Simon the dark lord at PLD

Hey, Kate said...

Had so many of those experiences, RG, LLs unlocking front door and just walking in, those that did so when I was not there and went through my things, those that refused to do repairs, or had unlicensed friends or family members 'stop by' and tinker around the edges of actual repairs.... and on and on.

I would like to move, preferably to the country in a quiet setting, so looking for another home to rent is an exercise in vigilance. I no longer trust letting agencies, they want too much money, too much information and too much 'space' in my privacy, and all at my expense. Currently, I am looking everywhere elsewhere for possibilities.

Recently, looking at a public notice board, reading the rental ads, I came across this little gem:

Unfurnished house to let, 2 bed, good neighbourhood, close to bus stop. Recently decorated, suit mature working single or couple, no children no pets. Seeking tidy tenant -house proud would be ideal!

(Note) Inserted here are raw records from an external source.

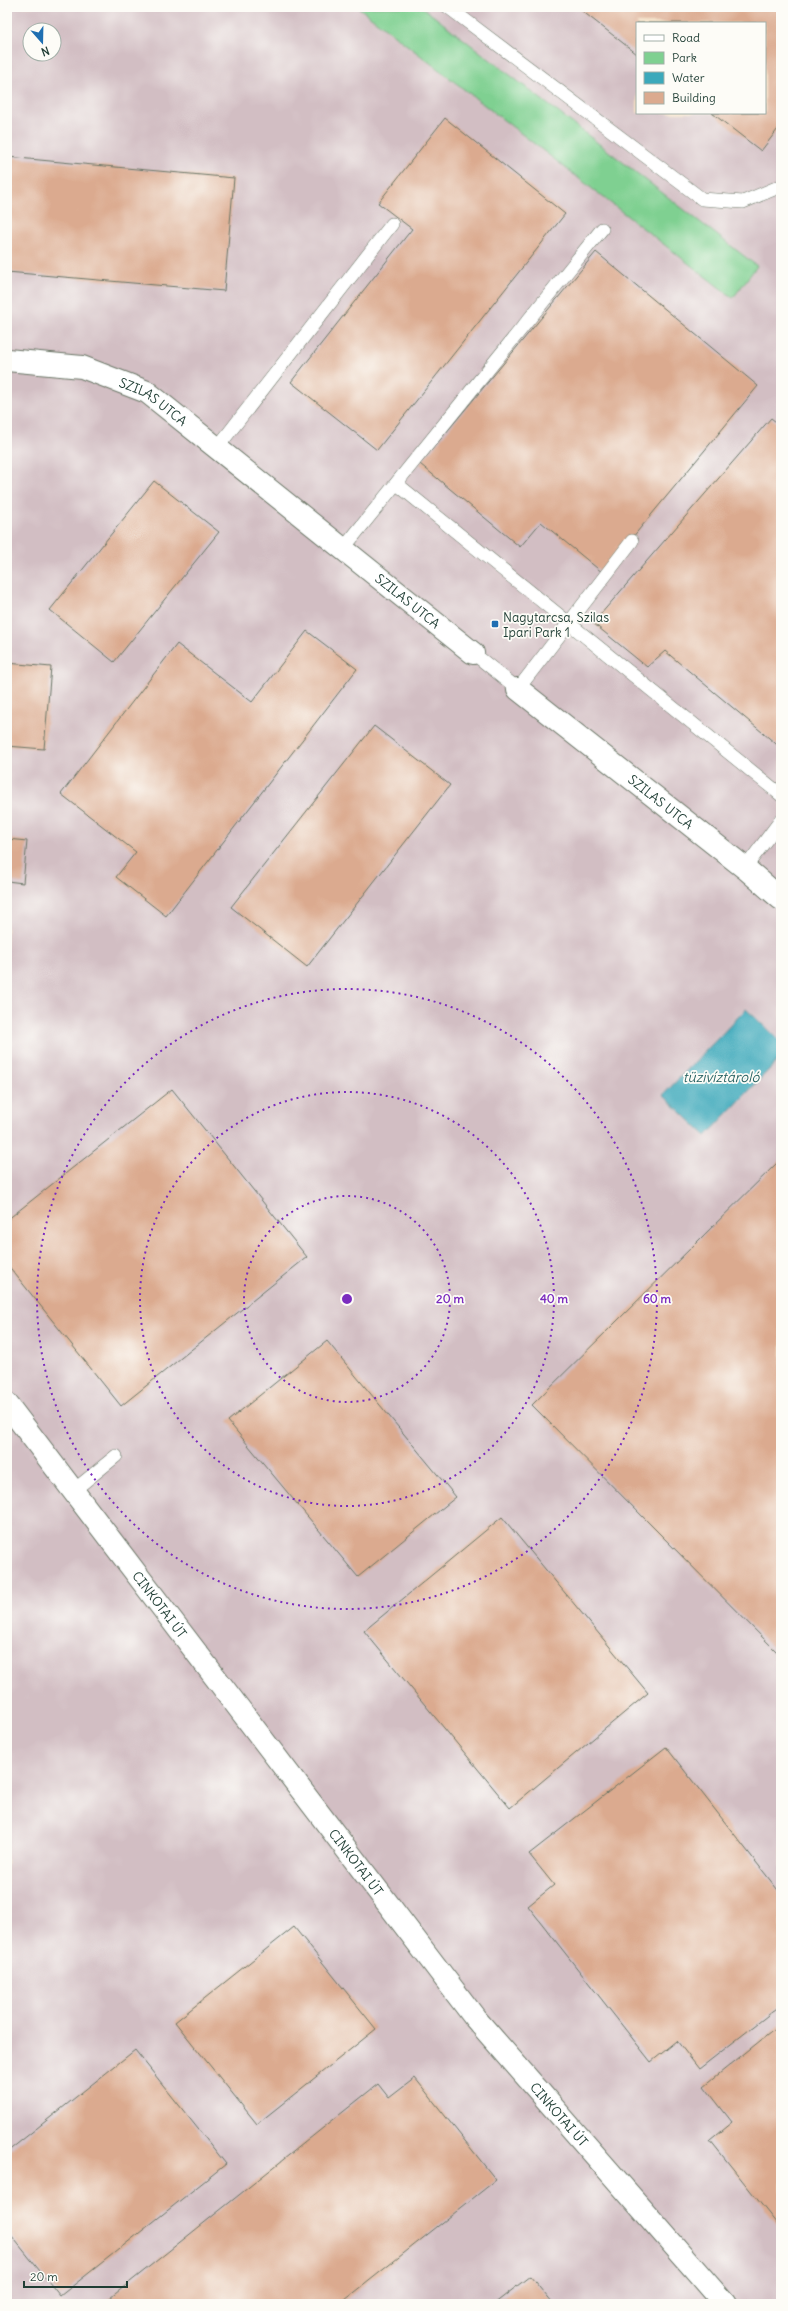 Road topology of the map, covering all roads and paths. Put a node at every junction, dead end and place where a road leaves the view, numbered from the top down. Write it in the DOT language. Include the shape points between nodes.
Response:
graph roads {
  1 [pos="448,7"];
  2 [pos="781,186"];
  3 [pos="392,224"];
  4 [pos="602,229"];
  5 [pos="7,360"];
  6 [pos="217,448"];
  7 [pos="397,484"];
  8 [pos="632,541"];
  9 [pos="343,549"];
  10 [pos="569,622"];
  11 [pos="473,653"];
  12 [pos="518,689"];
  13 [pos="781,794"];
  14 [pos="781,820"];
  15 [pos="745,868"];
  16 [pos="781,900"];
  17 [pos="7,1404"];
  18 [pos="116,1456"];
  19 [pos="73,1491"];
  20 [pos="725,2304"];
  1 -- 2 [label="lane" via="702,199 743,202"];
  3 -- 6 [label="lane"];
  4 -- 7 [label="lane"];
  5 -- 6 [label="street, SZILAS UTCA" via="82,367 147,392"];
  6 -- 9 [label="street, SZILAS UTCA"];
  7 -- 9 [label="lane"];
  7 -- 10 [label="lane"];
  8 -- 10 [label="lane"];
  9 -- 11 [label="street, SZILAS UTCA"];
  10 -- 12 [label="lane"];
  10 -- 13 [label="lane"];
  11 -- 12 [label="lane, SZILAS UTCA"];
  12 -- 15 [label="street, SZILAS UTCA"];
  14 -- 15 [label="lane"];
  15 -- 16 [label="street, SZILAS UTCA"];
  17 -- 19 [label="street, CINKOTAI ÚT"];
  18 -- 19 [label="lane"];
  19 -- 20 [label="street, CINKOTAI ÚT" via="475,2018"];
}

That was it. No rental amount or lease term, no details about heating, bath or shower, garden, insulation, glazing, soundproofing.
My thoughts were that this was a selfish LL looking for someone to sit quietly on a shelf and never touch or use anything when they were not actually at work. They are not overly concerned about the tenant's comfort level or needs, simply the reliability of the monthly mortgage payment and a property that never ages and is never used. I wondered, where in all of that is there a place for me actually being able to live my life? I actually retrieved my pen from my bag and wrote in the bottom corner, "Good luck with that."

I am thinking of making up a 'viewing form' to fill in whilst looking at properties. It would have categories such as structural condition, insulation, soundproofing, cleanliness, space requirements, ease of accessibility, room size, fittings, number of electric points and kitchen units, etc. Each item would be graded on a scale of 10 to minus 10, with 0 being average. All minus points would be tallied and for every -1 a set amount of monthly rent would be deducted from the advertised rent. It would be this rental amount that I would offer for the property and no more.

It is terrible that so much substandard housing is offered for rent at the maximum rent the market will bear and tenants are pretty much powerless and have little leverage to set standards themselves or to set limits on just how much they will be taken advantage of. A bit of creativity and refusal to accept less than what is decent and reasonable for market rates might shift some leverage back to tenants.

RenterGirl said...

Thanks for your brilliant comment. I was planning a post on this in the future. I have wondered about what tenants could ask for. FYI - the owners/agents will say they'll repair. But after you've moved in, they'll change their mind. My favourite ever ad involved a spare room in a house with single parent who didn't want to see, hear of be aware in any way of her tenant. Proscriptive kitchen/bathroom use. Oh - but she would have LOVED that there rent!

Anonymous said...

Kate said...
I am thinking of making up a 'viewing form' to fill in whilst looking at properties etc. It would be this rental amount that I would offer for the property and no more.

"Good luck with that."

Anonymous said...

Kate said...
Each item would be graded on a scale of 10 to minus 10, with 0 being average. All minus points would be tallied and for every -1 a set amount of monthly rent would be deducted from the advertised rent.

So for every +1, would a set amount be added to the advertised rent?

Or doesn't it work like that.

RenterGirl said...

Deleted SEo comment. 'I may not have said "mummy I want to be a landlord". However, at 15 I got my first foot on the property ladder. I hope to own at least 10 properties by my 21st birthday.' Wow. You must have been given a lot of pocket money. With guarantors for mortgages. And an inheritance.